3 Programmed Frameshifting Rates and Virus Propagation
In the best characterized examples of RNA viruses that utilize programmed ribosomal frameshifting (e.g., most retroviruses, totiviruses, and Ty elements), the open reading frame (ORF) encoding the major viral nucleocapsid proteins (e.g., Gag) is located at the 5′ end of the mRNA whereas the ORFs encoding proteins with enzymatic functions (typically Pro and Pol) are located 3′ of, and out of frame with, the Gag ORF. The mRNAs transcribed from these viral templates contain two overlapping ORFs. The enzymatic proteins are only translated as a result of a programmed ribosomal frameshift event that occurs with an efficiency of 1–40% depending on the specific virus and assay system employed (reviewed in Brierley 1995). Thus, the majority of translational events result in the production of the Gag protein, while a minority of frameshifts yield viral enzymatic proteins. The ratio of Gag to Gag–pol synthesized in viruses as a consequence of programmed frameshifting varies between a narrow window of 20:1 to 60:1 (reviewed in Farabaugh 1997).
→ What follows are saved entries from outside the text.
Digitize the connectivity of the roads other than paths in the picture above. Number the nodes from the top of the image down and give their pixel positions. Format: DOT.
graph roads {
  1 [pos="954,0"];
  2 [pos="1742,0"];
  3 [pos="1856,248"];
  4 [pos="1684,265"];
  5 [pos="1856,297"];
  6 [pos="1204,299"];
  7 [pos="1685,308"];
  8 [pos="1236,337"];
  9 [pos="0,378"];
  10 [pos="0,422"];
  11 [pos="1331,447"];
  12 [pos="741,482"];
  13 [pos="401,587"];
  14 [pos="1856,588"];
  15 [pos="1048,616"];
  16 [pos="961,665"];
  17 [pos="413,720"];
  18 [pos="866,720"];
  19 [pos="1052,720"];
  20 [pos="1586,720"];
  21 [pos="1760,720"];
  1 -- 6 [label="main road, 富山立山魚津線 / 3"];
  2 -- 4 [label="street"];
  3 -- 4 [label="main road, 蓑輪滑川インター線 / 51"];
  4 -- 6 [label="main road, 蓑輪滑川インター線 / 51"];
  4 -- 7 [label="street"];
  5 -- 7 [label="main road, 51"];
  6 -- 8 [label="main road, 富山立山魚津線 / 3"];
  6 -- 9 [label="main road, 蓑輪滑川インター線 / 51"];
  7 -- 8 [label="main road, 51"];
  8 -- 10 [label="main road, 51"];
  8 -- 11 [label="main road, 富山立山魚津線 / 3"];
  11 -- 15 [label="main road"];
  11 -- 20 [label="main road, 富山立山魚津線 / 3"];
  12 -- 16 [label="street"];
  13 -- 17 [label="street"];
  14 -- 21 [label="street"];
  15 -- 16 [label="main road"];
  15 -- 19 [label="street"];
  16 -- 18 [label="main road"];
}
The importance of maintaining this precise ratio on viral propagation has been demonstrated using two endogenous viruses of the yeast Saccharomyces cerevisiae and with two retroviruses (reviewed in Dinman et al. 1998). Small alterations in programmed frameshifting efficiencies promote rapid loss of the yeast dsRNA L–A “killer” virus, and in inhibition of HIV-1 replication (reviewed in Dinman and Berry 2006). Similarly, increasing or decreasing the efficiency of the +1 ribosomal frameshift in the Ty1 retrotransposable element of yeast results in reduced retrotranspostion frequencies (reviewed in Dinman 1995). In L–A, Gag–pol dimerization nucleates formation of the virus particle (reviewed in Wickner 1996). Increasing the amount of Gag–pol protein synthesized may cause too many particles to initiate nonproductively while producing too little may prevent efficient dimerization (Dinman and Wickner 1992). Proteolytic processing of the TyA–TyB (Gag–pol equivalent) polyprotein of Ty1 is more akin to the situation observed in retroviruses. In Ty1, increasing the amount of Gag–pol protein synthesized inhibited proteolytic processing of the polyprotein (Kawakami et al. 1993). As a consequence, formation of the mature forms of RNase H, integrase and reverse transcriptase is blocked (Kawakami et al. 1993). Similarly, changing the ratio of Gag to Gag–pol proteins in retroviruses like HIV or Moloney murine leukemia virus interferes with virus particle formation (reviewed in Baranov et al. 2002; Brierley 1995; Dinman and Berry 2006). In these cases, over-expression of the Gag–pol protein results in inefficient processing of the polyprotein and inhibition of virus production. To summarize, viral PRF efficiencies have been finely tuned to deliver the precise ratios of proteins required for efficient viral particle assembly: too much or too little frameshifting alters this ratio, with detrimental consequences. Based on these studies, it has been proposed that –1 may be a viable target for prevention of viral propagation (reviewed in Dinman et al. 1998).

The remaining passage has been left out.